June 16: Hector Would Have Been 61 Today — A Reflection from the ANC Professionals’ Desk
Today, Hector Pieterson would have turned 61.
He might have been a retired engineer. A professor. A CEO. A doctor.
He might have been one of us—one of the many professionals shaped by struggle, yet standing today in boardrooms, classrooms, courtrooms, and clinics, carrying the ANC’s legacy forward in our work.
But he is not. Because on 16 June 1976, at just 12 years old, Hector was shot and killed by an apartheid police officer for daring to exist in defiance. For marching, unarmed, against the imposition of Afrikaans as a medium of instruction. For seeking the dignity of a future.
The cost of that bullet was more than a boy’s life. It was a life unlived.
A career never built.
A family never raised.
Wisdom never passed on.
A mentor never there.
A colleague never seated beside us.
An elder not here today to tell the young ones how it was, and how it could have been.
For us, ANC professionals—those of us whose pens write policies, whose code shapes systems, whose voices lead departments and who are custodians of democratic progress—the 16th of June is not just a public holiday.
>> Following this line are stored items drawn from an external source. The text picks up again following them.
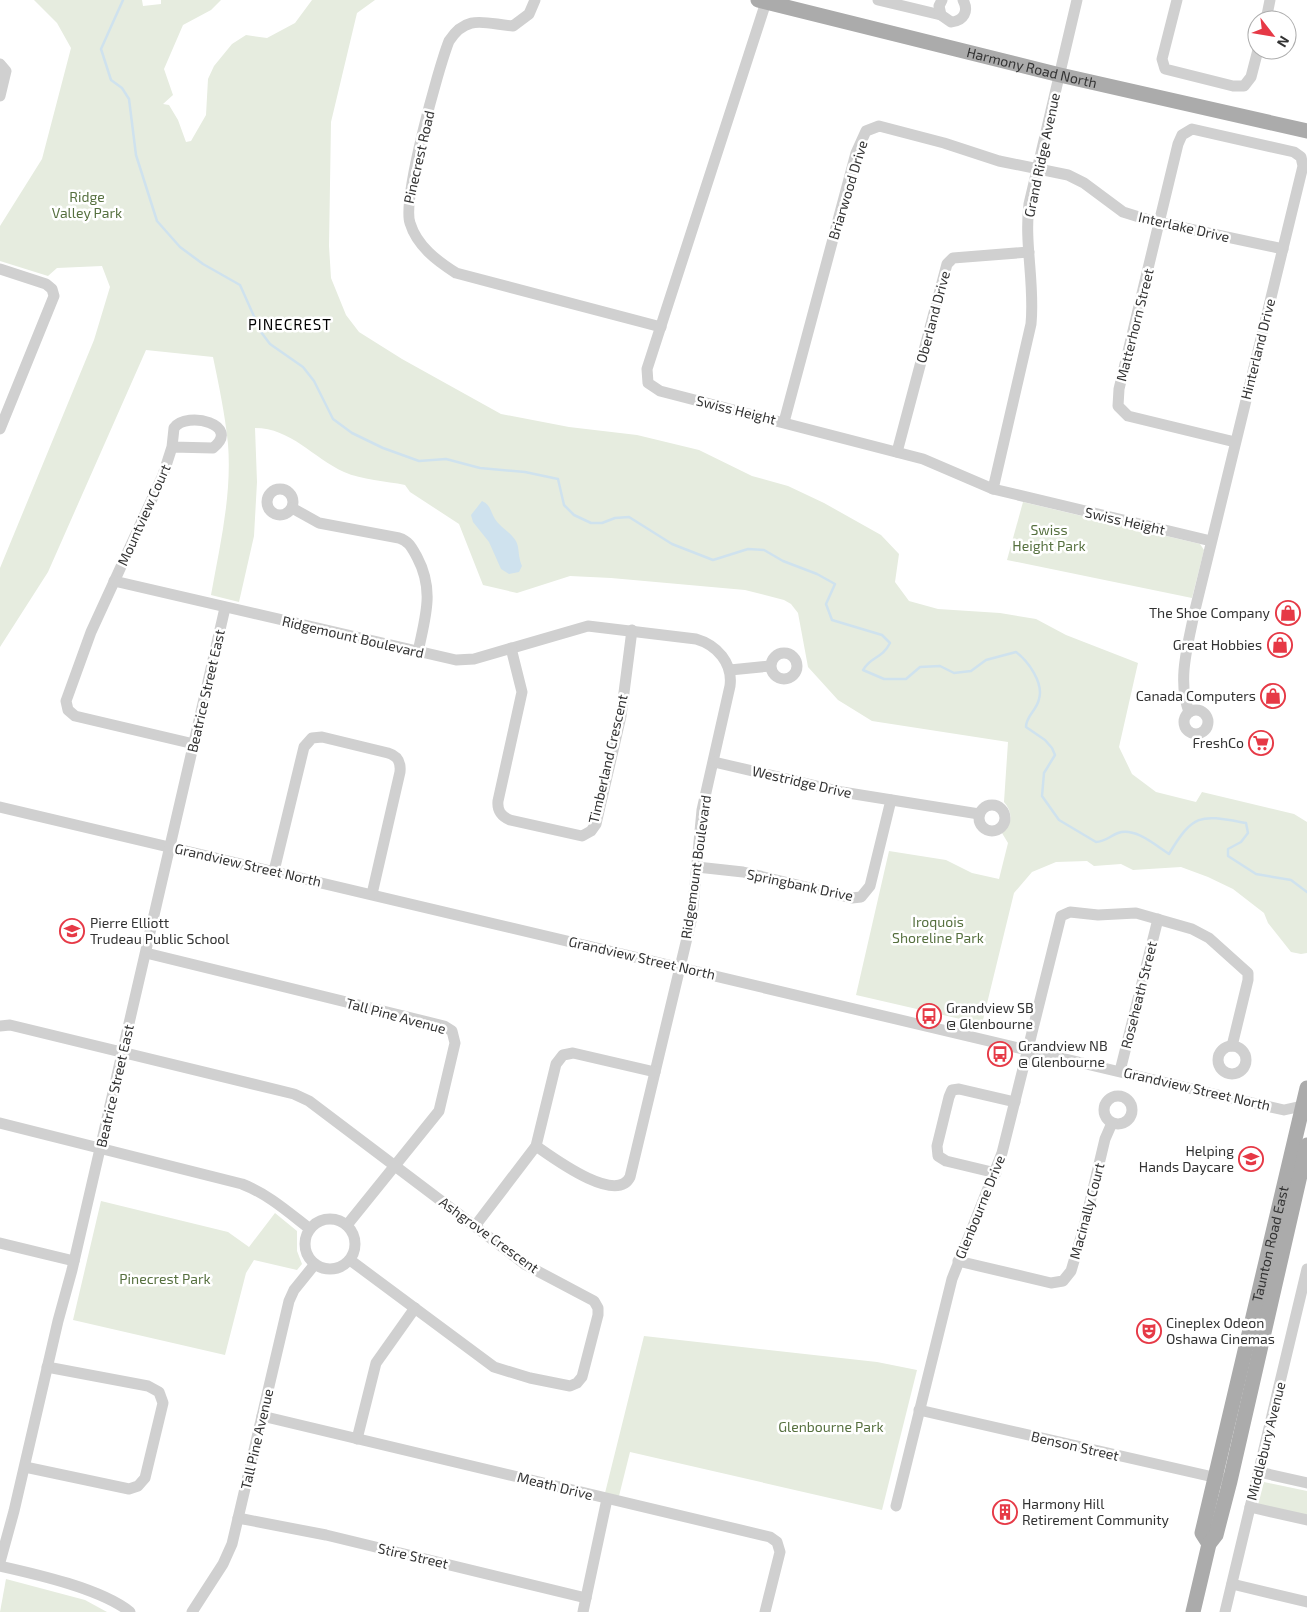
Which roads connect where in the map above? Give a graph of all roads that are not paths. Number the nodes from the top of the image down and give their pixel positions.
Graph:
1 (536, 0) edge
2 (878, 0) edge
3 (942, 0) edge
4 (963, 0) edge
5 (1077, 0) edge
6 (1178, 0) edge
7 (762, 1) edge
8 (941, 15) junction
9 (1255, 60) edge
10 (0, 64) edge
11 (1060, 75) junction
12 (0, 96) edge
13 (1307, 131) edge
14 (1301, 157) joint
15 (1037, 170) junction
16 (1160, 222) junction
17 (1283, 250) junction
18 (1029, 252) junction
19 (0, 269) edge
20 (661, 327) junction
21 (784, 422) junction
22 (0, 429) edge
23 (1235, 442) junction
24 (172, 447) dead end
25 (897, 452) junction
26 (993, 489) junction
27 (292, 508) dead end
28 (1211, 541) junction
29 (114, 581) junction
30 (226, 608) junction
31 (632, 630) junction
32 (511, 648) junction
33 (418, 652) junction
34 (770, 666) dead end
35 (730, 670) junction
36 (1189, 712) dead end
37 (194, 744) junction
38 (714, 762) junction
39 (891, 800) junction
40 (0, 807) edge
41 (979, 814) dead end
42 (171, 847) junction
43 (697, 867) junction
44 (274, 871) junction
45 (372, 894) junction
46 (1158, 919) junction
47 (146, 953) junction
48 (680, 967) junction
49 (0, 1026) edge
50 (1232, 1046) dead end
51 (1027, 1049) junction
52 (123, 1053) junction
53 (1120, 1071) junction
54 (655, 1072) junction
55 (1307, 1088) edge
56 (1014, 1102) junction
57 (1304, 1114) edge
58 (1112, 1122) dead end
59 (0, 1123) edge
60 (1307, 1144) edge
61 (536, 1146) junction
62 (100, 1148) junction
63 (395, 1166) junction
64 (996, 1172) junction
65 (347, 1225) junction
66 (475, 1226) junction
67 (310, 1229) junction
68 (0, 1242) edge
69 (350, 1260) junction
70 (74, 1261) junction
71 (958, 1261) junction
72 (315, 1264) junction
73 (1307, 1269) edge
74 (415, 1308) junction
75 (47, 1367) junction
76 (920, 1410) junction
77 (262, 1416) junction
78 (357, 1439) junction
79 (25, 1467) junction
80 (1259, 1472) junction
81 (1222, 1480) junction
82 (1307, 1483) edge
83 (607, 1499) junction
84 (896, 1506) dead end
85 (1250, 1507) junction
86 (238, 1518) junction
87 (1307, 1520) edge
88 (0, 1564) edge
89 (1232, 1584) junction
90 (586, 1598) junction
91 (1307, 1602) edge
92 (130, 1612) edge
93 (192, 1612) edge
94 (584, 1612) edge
95 (765, 1612) edge
96 (1193, 1612) edge
97 (1224, 1612) edge

1 - 20 street, Pinecrest Road
2 - 8 street
3 - 8 street
4 - 8 street
5 - 11 street, Grand Ridge Avenue
6 - 9 street
7 - 11 main road, Harmony Road North
7 - 20 street, Swiss Height
10 - 12 street
11 - 13 main road, Harmony Road North
11 - 15 street, Grand Ridge Avenue
14 - 16 street, Matterhorn Street
14 - 17 street, Hinterland Drive
15 - 16 street, Interlake Drive
15 - 18 street, Grand Ridge Avenue
15 - 21 street, Briarwood Drive
16 - 17 street, Interlake Drive
16 - 23 street, Matterhorn Street
17 - 23 street, Hinterland Drive
18 - 25 street, Oberland Drive
18 - 26 street, Grand Ridge Avenue
19 - 22 street
20 - 21 street, Swiss Height
21 - 25 street, Swiss Height
23 - 28 street, Hinterland Drive
24 - 29 street, Mountview Court
25 - 26 street, Swiss Height
26 - 28 street, Swiss Height
27 - 33 street
28 - 36 street, Hinterland Drive
29 - 30 street, Ridgemount Boulevard
29 - 37 street, Mountview Court
30 - 33 street, Ridgemount Boulevard
30 - 37 street, Beatrice Street East
31 - 32 street, Ridgemount Boulevard
31 - 32 street, Timberland Crescent
31 - 35 street, Ridgemount Boulevard
32 - 33 street, Ridgemount Boulevard
34 - 35 street
35 - 38 street, Ridgemount Boulevard
37 - 42 street, Beatrice Street East
38 - 39 street, Westridge Drive
38 - 43 street, Ridgemount Boulevard
39 - 41 street, Westridge Drive
39 - 43 street, Springbank Drive
40 - 42 street, Grandview Street North
42 - 44 street, Grandview Street North
42 - 47 street, Beatrice Street East
43 - 48 street, Ridgemount Boulevard
44 - 45 street, Grandview Street North
44 - 45 street
45 - 48 street, Grandview Street North
46 - 50 street
46 - 51 street, Glenbourne Drive
46 - 53 street, Roseheath Street
47 - 52 street, Beatrice Street East
47 - 63 street, Tall Pine Avenue
48 - 51 street, Grandview Street North
48 - 54 street, Ridgemount Boulevard
49 - 52 street, Ashgrove Crescent
51 - 53 street, Grandview Street North
51 - 56 street, Glenbourne Drive
52 - 62 street, Beatrice Street East
52 - 63 street, Ashgrove Crescent
53 - 57 street, Grandview Street North
54 - 61 street
54 - 61 street, Ridgemount Boulevard
55 - 57 main road, Taunton Road East
56 - 64 street, Glenbourne Drive
56 - 64 street
57 - 81 main road, Taunton Road East
58 - 71 street, Macinally Court
59 - 62 street
60 - 81 main road, Taunton Road East
61 - 66 street
62 - 67 street
62 - 70 street, Beatrice Street East
63 - 65 street, Tall Pine Avenue
63 - 66 street, Ashgrove Crescent
64 - 71 street, Glenbourne Drive
65 - 67 street
65 - 69 street
66 - 74 street, Ashgrove Crescent
67 - 72 street
68 - 70 street
69 - 72 street
69 - 74 street, Ashgrove Crescent
70 - 75 street, Beatrice Street East
71 - 76 street, Glenbourne Drive
72 - 77 street, Tall Pine Avenue
73 - 80 street, Middlebury Avenue
74 - 78 street
75 - 79 street, Beatrice Street East
75 - 79 street
76 - 81 street, Benson Street
76 - 84 street, Glenbourne Drive
77 - 78 street, Meath Drive
77 - 86 street, Tall Pine Avenue
78 - 83 street, Meath Drive
79 - 88 street, Beatrice Street East
80 - 82 street
80 - 85 street, Middlebury Avenue
81 - 96 main road, Taunton Road East
83 - 90 street
83 - 95 street, Meath Drive
85 - 87 street
85 - 89 street, Middlebury Avenue
86 - 90 street, Stire Street
86 - 93 street, Tall Pine Avenue
88 - 92 street
89 - 91 street
89 - 97 street, Middlebury Avenue
90 - 94 street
It is a wound. A reminder that his insights could have refined our strategies. That his presence could have strengthened our nation. We are here because others could not be.
And so, the responsibility falls to us—not just to remember, but to build. To build a country that honours the promise of 1976. A country where children live to retire. Where resistance is not met with bullets. Where no young person’s potential is squandered by a system designed to contain them.
Today we remember Hector Pieterson not as a martyr alone, but as a man he could have been.
Sixty-one years old. Respected. Fulfilled. Still building.
Let us build what he never got the chance to.